Stored items
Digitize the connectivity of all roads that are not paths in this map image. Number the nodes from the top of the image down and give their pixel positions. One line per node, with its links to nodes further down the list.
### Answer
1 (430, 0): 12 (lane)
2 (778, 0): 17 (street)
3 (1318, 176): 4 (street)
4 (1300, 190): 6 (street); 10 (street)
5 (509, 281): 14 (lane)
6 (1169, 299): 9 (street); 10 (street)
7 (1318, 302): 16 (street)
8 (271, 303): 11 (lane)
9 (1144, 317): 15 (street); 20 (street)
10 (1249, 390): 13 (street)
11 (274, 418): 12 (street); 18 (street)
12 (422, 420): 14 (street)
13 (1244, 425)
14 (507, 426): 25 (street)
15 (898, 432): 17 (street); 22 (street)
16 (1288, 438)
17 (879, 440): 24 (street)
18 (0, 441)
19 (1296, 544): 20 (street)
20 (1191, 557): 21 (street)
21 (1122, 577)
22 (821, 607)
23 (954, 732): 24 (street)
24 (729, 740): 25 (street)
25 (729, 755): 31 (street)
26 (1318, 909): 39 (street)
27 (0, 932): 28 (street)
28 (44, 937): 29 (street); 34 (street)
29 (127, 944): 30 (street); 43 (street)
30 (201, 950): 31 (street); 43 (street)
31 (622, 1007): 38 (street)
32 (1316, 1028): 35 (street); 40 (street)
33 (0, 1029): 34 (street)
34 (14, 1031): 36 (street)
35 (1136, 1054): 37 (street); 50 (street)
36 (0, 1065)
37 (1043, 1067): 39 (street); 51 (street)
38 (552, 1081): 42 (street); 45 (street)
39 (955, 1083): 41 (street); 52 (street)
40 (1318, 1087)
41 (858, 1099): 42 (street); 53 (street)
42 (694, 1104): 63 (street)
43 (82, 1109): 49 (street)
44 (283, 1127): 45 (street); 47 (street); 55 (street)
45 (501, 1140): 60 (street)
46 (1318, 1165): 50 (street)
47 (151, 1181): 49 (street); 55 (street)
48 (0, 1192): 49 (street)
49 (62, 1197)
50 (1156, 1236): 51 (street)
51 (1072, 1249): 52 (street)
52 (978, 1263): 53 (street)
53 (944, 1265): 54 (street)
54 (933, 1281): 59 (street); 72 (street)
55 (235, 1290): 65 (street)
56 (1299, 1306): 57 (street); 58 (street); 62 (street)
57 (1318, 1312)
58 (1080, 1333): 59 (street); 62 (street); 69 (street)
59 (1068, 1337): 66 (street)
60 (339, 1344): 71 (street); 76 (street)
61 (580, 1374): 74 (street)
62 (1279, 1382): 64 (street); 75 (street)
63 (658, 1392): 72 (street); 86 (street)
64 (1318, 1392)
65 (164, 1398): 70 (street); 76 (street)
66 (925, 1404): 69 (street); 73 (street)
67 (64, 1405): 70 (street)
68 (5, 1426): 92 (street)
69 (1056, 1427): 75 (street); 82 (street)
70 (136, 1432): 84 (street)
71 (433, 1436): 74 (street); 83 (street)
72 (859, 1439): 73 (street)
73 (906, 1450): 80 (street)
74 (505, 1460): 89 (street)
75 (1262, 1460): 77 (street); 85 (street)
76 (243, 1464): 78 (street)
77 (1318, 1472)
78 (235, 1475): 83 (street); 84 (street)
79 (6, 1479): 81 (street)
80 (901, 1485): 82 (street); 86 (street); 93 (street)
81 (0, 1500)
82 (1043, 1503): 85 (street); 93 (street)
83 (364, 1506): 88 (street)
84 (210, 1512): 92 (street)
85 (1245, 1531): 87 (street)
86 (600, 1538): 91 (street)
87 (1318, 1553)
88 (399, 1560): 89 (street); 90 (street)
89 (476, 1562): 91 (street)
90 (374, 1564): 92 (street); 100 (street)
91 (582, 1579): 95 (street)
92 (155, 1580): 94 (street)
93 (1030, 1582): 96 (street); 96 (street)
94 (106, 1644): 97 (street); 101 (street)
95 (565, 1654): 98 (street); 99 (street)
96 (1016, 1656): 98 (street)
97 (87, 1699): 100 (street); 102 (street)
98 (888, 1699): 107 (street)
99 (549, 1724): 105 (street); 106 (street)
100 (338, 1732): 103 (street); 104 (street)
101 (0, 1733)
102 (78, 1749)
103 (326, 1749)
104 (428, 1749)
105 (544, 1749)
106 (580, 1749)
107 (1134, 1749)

▸ Task brief: Retype the data in full, exactly.

▸ Exercise solution:
Digitize the connectivity of all roads that are not paths in this map image. Number the nodes from the top of the image down and give their pixel positions. One line per node, with its links to nodes further down the list.
### Answer
1 (430, 0): 12 (lane)
2 (778, 0): 17 (street)
3 (1318, 176): 4 (street)
4 (1300, 190): 6 (street); 10 (street)
5 (509, 281): 14 (lane)
6 (1169, 299): 9 (street); 10 (street)
7 (1318, 302): 16 (street)
8 (271, 303): 11 (lane)
9 (1144, 317): 15 (street); 20 (street)
10 (1249, 390): 13 (street)
11 (274, 418): 12 (street); 18 (street)
12 (422, 420): 14 (street)
13 (1244, 425)
14 (507, 426): 25 (street)
15 (898, 432): 17 (street); 22 (street)
16 (1288, 438)
17 (879, 440): 24 (street)
18 (0, 441)
19 (1296, 544): 20 (street)
20 (1191, 557): 21 (street)
21 (1122, 577)
22 (821, 607)
23 (954, 732): 24 (street)
24 (729, 740): 25 (street)
25 (729, 755): 31 (street)
26 (1318, 909): 39 (street)
27 (0, 932): 28 (street)
28 (44, 937): 29 (street); 34 (street)
29 (127, 944): 30 (street); 43 (street)
30 (201, 950): 31 (street); 43 (street)
31 (622, 1007): 38 (street)
32 (1316, 1028): 35 (street); 40 (street)
33 (0, 1029): 34 (street)
34 (14, 1031): 36 (street)
35 (1136, 1054): 37 (street); 50 (street)
36 (0, 1065)
37 (1043, 1067): 39 (street); 51 (street)
38 (552, 1081): 42 (street); 45 (street)
39 (955, 1083): 41 (street); 52 (street)
40 (1318, 1087)
41 (858, 1099): 42 (street); 53 (street)
42 (694, 1104): 63 (street)
43 (82, 1109): 49 (street)
44 (283, 1127): 45 (street); 47 (street); 55 (street)
45 (501, 1140): 60 (street)
46 (1318, 1165): 50 (street)
47 (151, 1181): 49 (street); 55 (street)
48 (0, 1192): 49 (street)
49 (62, 1197)
50 (1156, 1236): 51 (street)
51 (1072, 1249): 52 (street)
52 (978, 1263): 53 (street)
53 (944, 1265): 54 (street)
54 (933, 1281): 59 (street); 72 (street)
55 (235, 1290): 65 (street)
56 (1299, 1306): 57 (street); 58 (street); 62 (street)
57 (1318, 1312)
58 (1080, 1333): 59 (street); 62 (street); 69 (street)
59 (1068, 1337): 66 (street)
60 (339, 1344): 71 (street); 76 (street)
61 (580, 1374): 74 (street)
62 (1279, 1382): 64 (street); 75 (street)
63 (658, 1392): 72 (street); 86 (street)
64 (1318, 1392)
65 (164, 1398): 70 (street); 76 (street)
66 (925, 1404): 69 (street); 73 (street)
67 (64, 1405): 70 (street)
68 (5, 1426): 92 (street)
69 (1056, 1427): 75 (street); 82 (street)
70 (136, 1432): 84 (street)
71 (433, 1436): 74 (street); 83 (street)
72 (859, 1439): 73 (street)
73 (906, 1450): 80 (street)
74 (505, 1460): 89 (street)
75 (1262, 1460): 77 (street); 85 (street)
76 (243, 1464): 78 (street)
77 (1318, 1472)
78 (235, 1475): 83 (street); 84 (street)
79 (6, 1479): 81 (street)
80 (901, 1485): 82 (street); 86 (street); 93 (street)
81 (0, 1500)
82 (1043, 1503): 85 (street); 93 (street)
83 (364, 1506): 88 (street)
84 (210, 1512): 92 (street)
85 (1245, 1531): 87 (street)
86 (600, 1538): 91 (street)
87 (1318, 1553)
88 (399, 1560): 89 (street); 90 (street)
89 (476, 1562): 91 (street)
90 (374, 1564): 92 (street); 100 (street)
91 (582, 1579): 95 (street)
92 (155, 1580): 94 (street)
93 (1030, 1582): 96 (street); 96 (street)
94 (106, 1644): 97 (street); 101 (street)
95 (565, 1654): 98 (street); 99 (street)
96 (1016, 1656): 98 (street)
97 (87, 1699): 100 (street); 102 (street)
98 (888, 1699): 107 (street)
99 (549, 1724): 105 (street); 106 (street)
100 (338, 1732): 103 (street); 104 (street)
101 (0, 1733)
102 (78, 1749)
103 (326, 1749)
104 (428, 1749)
105 (544, 1749)
106 (580, 1749)
107 (1134, 1749)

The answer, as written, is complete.